**YOUR ASSIGNMENT:**
Retype the records below exactly as they appear, but leave out any pictures.

**DATASET ENTRIES:**
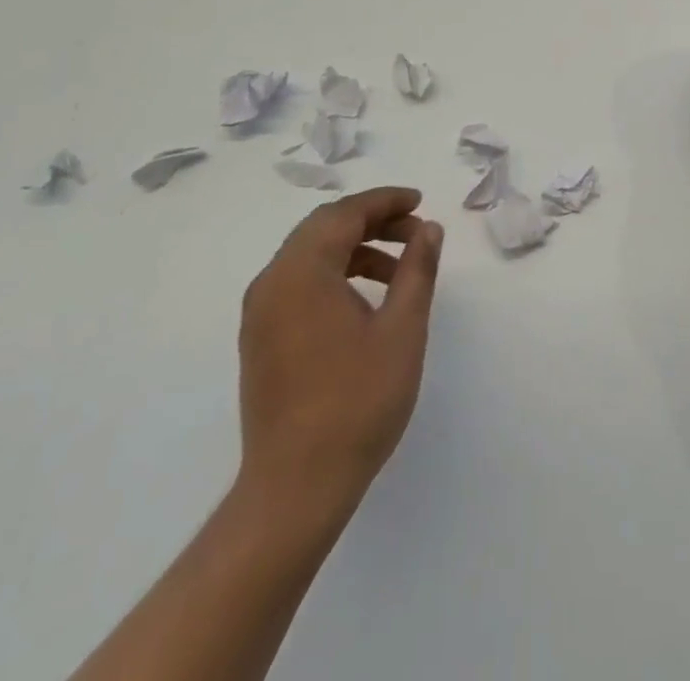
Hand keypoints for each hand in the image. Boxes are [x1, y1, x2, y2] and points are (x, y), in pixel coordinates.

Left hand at [236, 187, 442, 519]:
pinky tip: (365, 300)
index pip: (344, 213)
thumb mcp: (401, 330)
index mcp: (301, 272)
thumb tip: (428, 229)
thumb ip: (417, 270)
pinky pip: (298, 283)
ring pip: (310, 255)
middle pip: (323, 228)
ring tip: (399, 269)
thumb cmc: (356, 402)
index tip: (419, 201)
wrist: (295, 488)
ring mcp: (261, 312)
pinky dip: (334, 274)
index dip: (385, 201)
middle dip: (372, 221)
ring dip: (354, 248)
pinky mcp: (260, 338)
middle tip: (414, 232)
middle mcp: (272, 282)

**RESPONSE TO THE TASK:**
Hand keypoints for each hand in the image. Boxes are [x1, y1, x2, y2] and points are (x, y), in pixel coordinates.

Left hand at [236, 187, 442, 519]:
pinky tip: (365, 300)
index pip: (344, 213)
thumb mcp: (401, 330)
index mcp: (301, 272)
thumb tip: (428, 229)
thumb ip: (417, 270)
pinky pip: (298, 283)
ring pip: (310, 255)
middle pip: (323, 228)
ring tip: (399, 269)
thumb cmc: (356, 402)
index tip: (419, 201)
wrist: (295, 488)
ring mcp: (261, 312)
pinky dip: (334, 274)
index dip: (385, 201)
middle dip: (372, 221)
ring dip: (354, 248)
pinky mcp: (260, 338)
middle tip: (414, 232)
middle mcp: (272, 282)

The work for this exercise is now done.